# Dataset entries

►

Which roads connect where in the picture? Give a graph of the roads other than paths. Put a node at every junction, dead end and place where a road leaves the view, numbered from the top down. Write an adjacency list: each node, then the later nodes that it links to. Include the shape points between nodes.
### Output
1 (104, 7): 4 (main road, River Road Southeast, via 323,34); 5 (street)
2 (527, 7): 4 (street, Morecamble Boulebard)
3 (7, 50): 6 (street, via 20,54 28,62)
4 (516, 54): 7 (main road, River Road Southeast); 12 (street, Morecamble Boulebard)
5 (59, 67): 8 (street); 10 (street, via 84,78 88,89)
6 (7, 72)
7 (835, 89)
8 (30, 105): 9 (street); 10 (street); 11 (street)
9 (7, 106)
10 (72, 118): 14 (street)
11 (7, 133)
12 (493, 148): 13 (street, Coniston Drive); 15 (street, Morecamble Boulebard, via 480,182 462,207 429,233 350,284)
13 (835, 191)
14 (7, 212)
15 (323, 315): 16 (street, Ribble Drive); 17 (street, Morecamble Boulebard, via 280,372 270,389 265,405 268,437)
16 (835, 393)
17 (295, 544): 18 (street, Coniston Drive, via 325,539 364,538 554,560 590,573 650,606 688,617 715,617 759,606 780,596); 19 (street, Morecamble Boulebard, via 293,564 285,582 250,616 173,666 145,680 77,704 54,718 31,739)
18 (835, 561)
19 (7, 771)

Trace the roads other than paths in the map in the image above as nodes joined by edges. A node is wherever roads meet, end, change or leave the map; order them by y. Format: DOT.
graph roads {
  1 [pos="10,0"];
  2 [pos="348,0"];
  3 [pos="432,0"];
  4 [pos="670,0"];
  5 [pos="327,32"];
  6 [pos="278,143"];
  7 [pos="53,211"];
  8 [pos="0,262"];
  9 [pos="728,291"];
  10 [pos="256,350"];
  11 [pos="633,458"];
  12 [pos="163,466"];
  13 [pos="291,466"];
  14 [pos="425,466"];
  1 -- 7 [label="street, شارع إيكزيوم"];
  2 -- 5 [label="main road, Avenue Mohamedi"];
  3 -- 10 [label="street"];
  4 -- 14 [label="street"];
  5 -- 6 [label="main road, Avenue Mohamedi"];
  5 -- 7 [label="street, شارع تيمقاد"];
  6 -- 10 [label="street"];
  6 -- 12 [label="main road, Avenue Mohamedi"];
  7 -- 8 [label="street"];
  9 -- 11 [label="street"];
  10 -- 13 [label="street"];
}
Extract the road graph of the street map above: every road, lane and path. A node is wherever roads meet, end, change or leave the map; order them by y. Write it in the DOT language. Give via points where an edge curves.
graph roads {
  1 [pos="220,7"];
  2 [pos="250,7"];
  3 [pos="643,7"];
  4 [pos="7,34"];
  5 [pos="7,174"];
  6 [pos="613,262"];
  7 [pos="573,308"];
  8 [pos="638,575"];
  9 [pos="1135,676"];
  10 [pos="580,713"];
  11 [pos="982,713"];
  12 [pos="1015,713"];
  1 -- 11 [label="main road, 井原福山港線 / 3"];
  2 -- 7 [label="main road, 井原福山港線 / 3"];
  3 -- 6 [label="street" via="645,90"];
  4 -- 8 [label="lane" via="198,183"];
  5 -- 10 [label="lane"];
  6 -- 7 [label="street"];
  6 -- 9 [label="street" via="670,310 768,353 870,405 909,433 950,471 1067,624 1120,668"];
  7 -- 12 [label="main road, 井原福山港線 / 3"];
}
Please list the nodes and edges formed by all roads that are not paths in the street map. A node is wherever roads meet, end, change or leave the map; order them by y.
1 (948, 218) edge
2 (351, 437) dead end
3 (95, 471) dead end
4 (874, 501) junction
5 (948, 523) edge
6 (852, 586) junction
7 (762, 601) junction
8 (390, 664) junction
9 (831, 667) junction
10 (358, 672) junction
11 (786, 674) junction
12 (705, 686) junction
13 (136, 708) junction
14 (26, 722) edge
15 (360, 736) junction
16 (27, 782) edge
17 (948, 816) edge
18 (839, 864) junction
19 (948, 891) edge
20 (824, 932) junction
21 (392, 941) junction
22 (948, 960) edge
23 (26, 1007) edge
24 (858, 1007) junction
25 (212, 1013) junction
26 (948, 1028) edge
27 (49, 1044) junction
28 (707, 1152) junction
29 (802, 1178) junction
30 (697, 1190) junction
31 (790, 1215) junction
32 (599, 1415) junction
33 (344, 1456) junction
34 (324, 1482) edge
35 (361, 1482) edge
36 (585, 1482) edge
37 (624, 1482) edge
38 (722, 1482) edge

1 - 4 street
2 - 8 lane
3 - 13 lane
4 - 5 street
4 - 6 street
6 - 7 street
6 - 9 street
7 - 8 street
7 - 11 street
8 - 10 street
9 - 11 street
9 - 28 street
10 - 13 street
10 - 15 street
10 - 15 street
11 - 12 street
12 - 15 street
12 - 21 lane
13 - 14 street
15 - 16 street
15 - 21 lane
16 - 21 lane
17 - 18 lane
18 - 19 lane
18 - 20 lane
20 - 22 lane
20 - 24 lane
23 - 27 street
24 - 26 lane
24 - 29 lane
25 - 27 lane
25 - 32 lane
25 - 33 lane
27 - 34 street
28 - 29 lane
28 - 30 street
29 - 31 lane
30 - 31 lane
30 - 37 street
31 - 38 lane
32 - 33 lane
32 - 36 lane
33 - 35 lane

◄

# Instructions to follow
Copy all of the data exactly. Skip nothing.

# Finished exercise
Which roads connect where in the picture? Give a graph of the roads other than paths. Put a node at every junction, dead end and place where a road leaves the view, numbered from the top down. Write an adjacency list: each node, then the later nodes that it links to. Include the shape points between nodes.
### Output
1 (104, 7): 4 (main road, River Road Southeast, via 323,34); 5 (street)
2 (527, 7): 4 (street, Morecamble Boulebard)
3 (7, 50): 6 (street, via 20,54 28,62)
4 (516, 54): 7 (main road, River Road Southeast); 12 (street, Morecamble Boulebard)
5 (59, 67): 8 (street); 10 (street, via 84,78 88,89)
6 (7, 72)
7 (835, 89)
8 (30, 105): 9 (street); 10 (street); 11 (street)
9 (7, 106)
10 (72, 118): 14 (street)
11 (7, 133)
12 (493, 148): 13 (street, Coniston Drive); 15 (street, Morecamble Boulebard, via 480,182 462,207 429,233 350,284)
13 (835, 191)
14 (7, 212)
15 (323, 315): 16 (street, Ribble Drive); 17 (street, Morecamble Boulebard, via 280,372 270,389 265,405 268,437)
16 (835, 393)
17 (295, 544): 18 (street, Coniston Drive, via 325,539 364,538 554,560 590,573 650,606 688,617 715,617 759,606 780,596); 19 (street, Morecamble Boulebard, via 293,564 285,582 250,616 173,666 145,680 77,704 54,718 31,739)
18 (835, 561)
19 (7, 771)

Trace the roads other than paths in the map in the image above as nodes joined by edges. A node is wherever roads meet, end, change or leave the map; order them by y. Format: DOT.
graph roads {
  1 [pos="10,0"];
  2 [pos="348,0"];
  3 [pos="432,0"];
  4 [pos="670,0"];
  5 [pos="327,32"];
  6 [pos="278,143"];
  7 [pos="53,211"];
  8 [pos="0,262"];
  9 [pos="728,291"];
  10 [pos="256,350"];
  11 [pos="633,458"];
  12 [pos="163,466"];
  13 [pos="291,466"];
  14 [pos="425,466"];
  1 -- 7 [label="street, شارع إيكزيوم"];
  2 -- 5 [label="main road, Avenue Mohamedi"];
  3 -- 10 [label="street"];
  4 -- 14 [label="street"];
  5 -- 6 [label="main road, Avenue Mohamedi"];
  5 -- 7 [label="street, شارع تيمقاد"];
  6 -- 10 [label="street"];
  6 -- 12 [label="main road, Avenue Mohamedi"];
  7 -- 8 [label="street"];
  9 -- 11 [label="street"];
  10 -- 13 [label="street"];
}
Extract the road graph of the street map above: every road, lane and path. A node is wherever roads meet, end, change or leave the map; order them by y. Write it in the DOT language. Give via points where an edge curves.
graph roads {
  1 [pos="220,7"];
  2 [pos="250,7"];
  3 [pos="643,7"];
  4 [pos="7,34"];
  5 [pos="7,174"];
  6 [pos="613,262"];
  7 [pos="573,308"];
  8 [pos="638,575"];
  9 [pos="1135,676"];
  10 [pos="580,713"];
  11 [pos="982,713"];
  12 [pos="1015,713"];
  1 -- 11 [label="main road, 井原福山港線 / 3"];
  2 -- 7 [label="main road, 井原福山港線 / 3"];
  3 -- 6 [label="street" via="645,90"];
  4 -- 8 [label="lane" via="198,183"];
  5 -- 10 [label="lane"];
  6 -- 7 [label="street"];
  6 -- 9 [label="street" via="670,310 768,353 870,405 909,433 950,471 1067,624 1120,668"];
  7 -- 12 [label="main road, 井原福山港線 / 3"];
}
Please list the nodes and edges formed by all roads that are not paths in the street map. A node is wherever roads meet, end, change or leave the map; order them by y.
1 (948, 218) edge
2 (351, 437) dead end
3 (95, 471) dead end
4 (874, 501) junction
5 (948, 523) edge
6 (852, 586) junction
7 (762, 601) junction
8 (390, 664) junction
9 (831, 667) junction
10 (358, 672) junction
11 (786, 674) junction
12 (705, 686) junction
13 (136, 708) junction
14 (26, 722) edge
15 (360, 736) junction
16 (27, 782) edge
17 (948, 816) edge
18 (839, 864) junction
19 (948, 891) edge
20 (824, 932) junction
21 (392, 941) junction
22 (948, 960) edge
23 (26, 1007) edge
24 (858, 1007) junction
25 (212, 1013) junction
26 (948, 1028) edge
27 (49, 1044) junction
28 (707, 1152) junction
29 (802, 1178) junction
30 (697, 1190) junction
31 (790, 1215) junction
32 (599, 1415) junction
33 (344, 1456) junction
34 (324, 1482) edge
35 (361, 1482) edge
36 (585, 1482) edge
37 (624, 1482) edge
38 (722, 1482) edge

1 - 4 street
2 - 8 lane
3 - 13 lane
4 - 5 street
4 - 6 street
6 - 7 street
6 - 9 street
7 - 8 street
7 - 11 street
8 - 10 street
9 - 11 street
9 - 28 street
10 - 13 street
10 - 15 street
10 - 15 street
11 - 12 street
12 - 15 street
12 - 21 lane
13 - 14 street
15 - 16 street
15 - 21 lane
16 - 21 lane
17 - 18 lane
18 - 19 lane
18 - 20 lane
20 - 22 lane
20 - 24 lane
23 - 27 street
24 - 26 lane
24 - 29 lane
25 - 27 lane
25 - 32 lane
25 - 33 lane
27 - 34 street
28 - 29 lane
28 - 30 street
29 - 31 lane
30 - 31 lane
30 - 37 street
31 - 38 lane
32 - 33 lane
32 - 36 lane
33 - 35 lane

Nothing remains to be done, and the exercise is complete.